Saved entries:
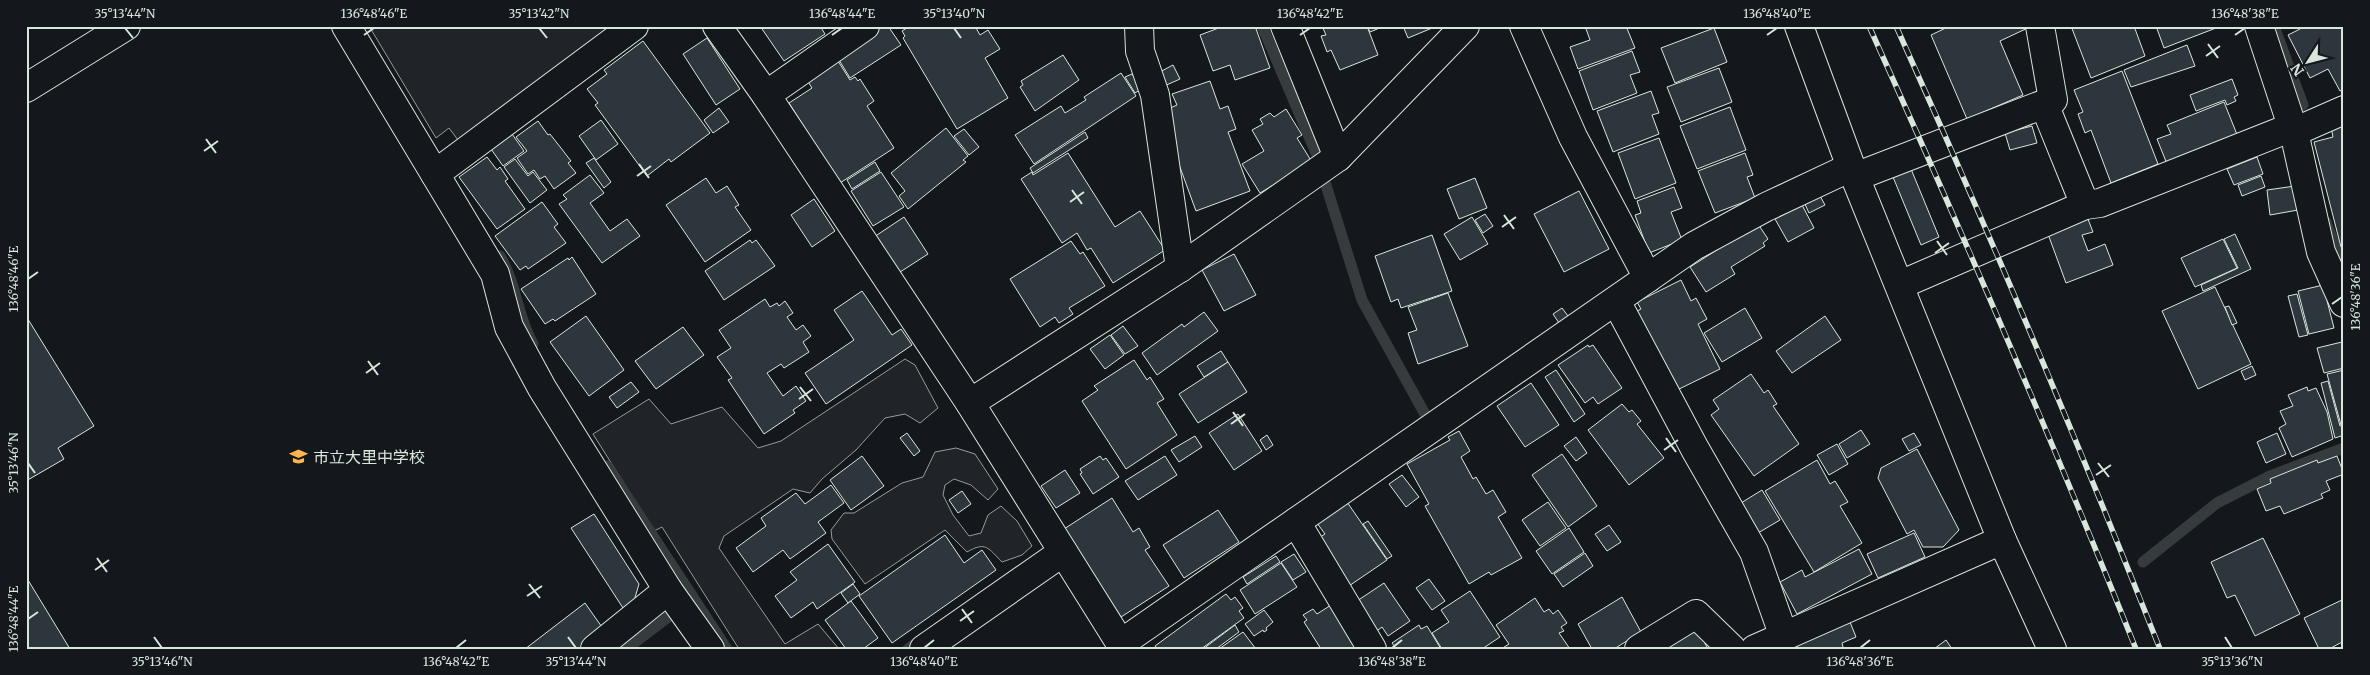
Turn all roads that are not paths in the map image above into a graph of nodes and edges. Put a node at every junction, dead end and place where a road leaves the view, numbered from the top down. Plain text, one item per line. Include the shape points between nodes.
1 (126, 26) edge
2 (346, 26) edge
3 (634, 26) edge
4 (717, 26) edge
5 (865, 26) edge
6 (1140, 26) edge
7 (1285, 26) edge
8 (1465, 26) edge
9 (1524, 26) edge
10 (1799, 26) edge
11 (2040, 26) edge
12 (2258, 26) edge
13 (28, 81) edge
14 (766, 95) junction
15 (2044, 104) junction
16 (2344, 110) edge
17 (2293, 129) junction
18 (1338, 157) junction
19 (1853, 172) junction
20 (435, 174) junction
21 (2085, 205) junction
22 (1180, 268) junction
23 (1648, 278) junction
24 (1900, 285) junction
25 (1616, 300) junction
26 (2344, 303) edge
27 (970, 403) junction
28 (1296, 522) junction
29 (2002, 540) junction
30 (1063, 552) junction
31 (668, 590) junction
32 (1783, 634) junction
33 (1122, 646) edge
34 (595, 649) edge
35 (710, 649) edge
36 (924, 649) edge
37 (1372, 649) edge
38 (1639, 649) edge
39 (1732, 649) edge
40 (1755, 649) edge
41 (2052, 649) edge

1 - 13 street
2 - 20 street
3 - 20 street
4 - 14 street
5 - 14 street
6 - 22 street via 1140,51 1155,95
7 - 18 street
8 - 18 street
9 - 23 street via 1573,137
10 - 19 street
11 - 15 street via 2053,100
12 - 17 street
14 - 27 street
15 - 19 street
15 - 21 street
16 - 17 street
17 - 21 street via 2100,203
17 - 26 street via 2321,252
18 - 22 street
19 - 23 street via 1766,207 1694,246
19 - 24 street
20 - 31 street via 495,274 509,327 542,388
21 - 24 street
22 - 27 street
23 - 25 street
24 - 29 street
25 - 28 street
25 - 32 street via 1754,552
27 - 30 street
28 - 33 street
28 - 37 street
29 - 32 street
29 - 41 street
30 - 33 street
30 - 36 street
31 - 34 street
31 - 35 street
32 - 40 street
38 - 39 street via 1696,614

Problem details: Can you retype every record above exactly, leaving out the pictures?

Task answer:
Turn all roads that are not paths in the map image above into a graph of nodes and edges. Put a node at every junction, dead end and place where a road leaves the view, numbered from the top down. Plain text, one item per line. Include the shape points between nodes.
1 (126, 26) edge
2 (346, 26) edge
3 (634, 26) edge
4 (717, 26) edge
5 (865, 26) edge
6 (1140, 26) edge
7 (1285, 26) edge
8 (1465, 26) edge
9 (1524, 26) edge
10 (1799, 26) edge
11 (2040, 26) edge
12 (2258, 26) edge
13 (28, 81) edge
14 (766, 95) junction
15 (2044, 104) junction
16 (2344, 110) edge
17 (2293, 129) junction
18 (1338, 157) junction
19 (1853, 172) junction
20 (435, 174) junction
21 (2085, 205) junction
22 (1180, 268) junction
23 (1648, 278) junction
24 (1900, 285) junction
25 (1616, 300) junction
26 (2344, 303) edge
27 (970, 403) junction
28 (1296, 522) junction
29 (2002, 540) junction
30 (1063, 552) junction
31 (668, 590) junction
32 (1783, 634) junction
33 (1122, 646) edge
34 (595, 649) edge
35 (710, 649) edge
36 (924, 649) edge
37 (1372, 649) edge
38 (1639, 649) edge
39 (1732, 649) edge
40 (1755, 649) edge
41 (2052, 649) edge

1 - 13 street
2 - 20 street
3 - 20 street
4 - 14 street
5 - 14 street
6 - 22 street via 1140,51 1155,95
7 - 18 street
8 - 18 street
9 - 23 street via 1573,137
10 - 19 street
11 - 15 street via 2053,100
12 - 17 street
14 - 27 street
15 - 19 street
15 - 21 street
16 - 17 street
17 - 21 street via 2100,203
17 - 26 street via 2321,252
18 - 22 street
19 - 23 street via 1766,207 1694,246
19 - 24 street
20 - 31 street via 495,274 509,327 542,388
21 - 24 street
22 - 27 street
23 - 25 street
24 - 29 street
25 - 28 street
25 - 32 street via 1754,552
27 - 30 street
28 - 33 street
28 - 37 street
29 - 32 street
29 - 41 street
30 - 33 street
30 - 36 street
31 - 34 street
31 - 35 street
32 - 40 street
38 - 39 street via 1696,614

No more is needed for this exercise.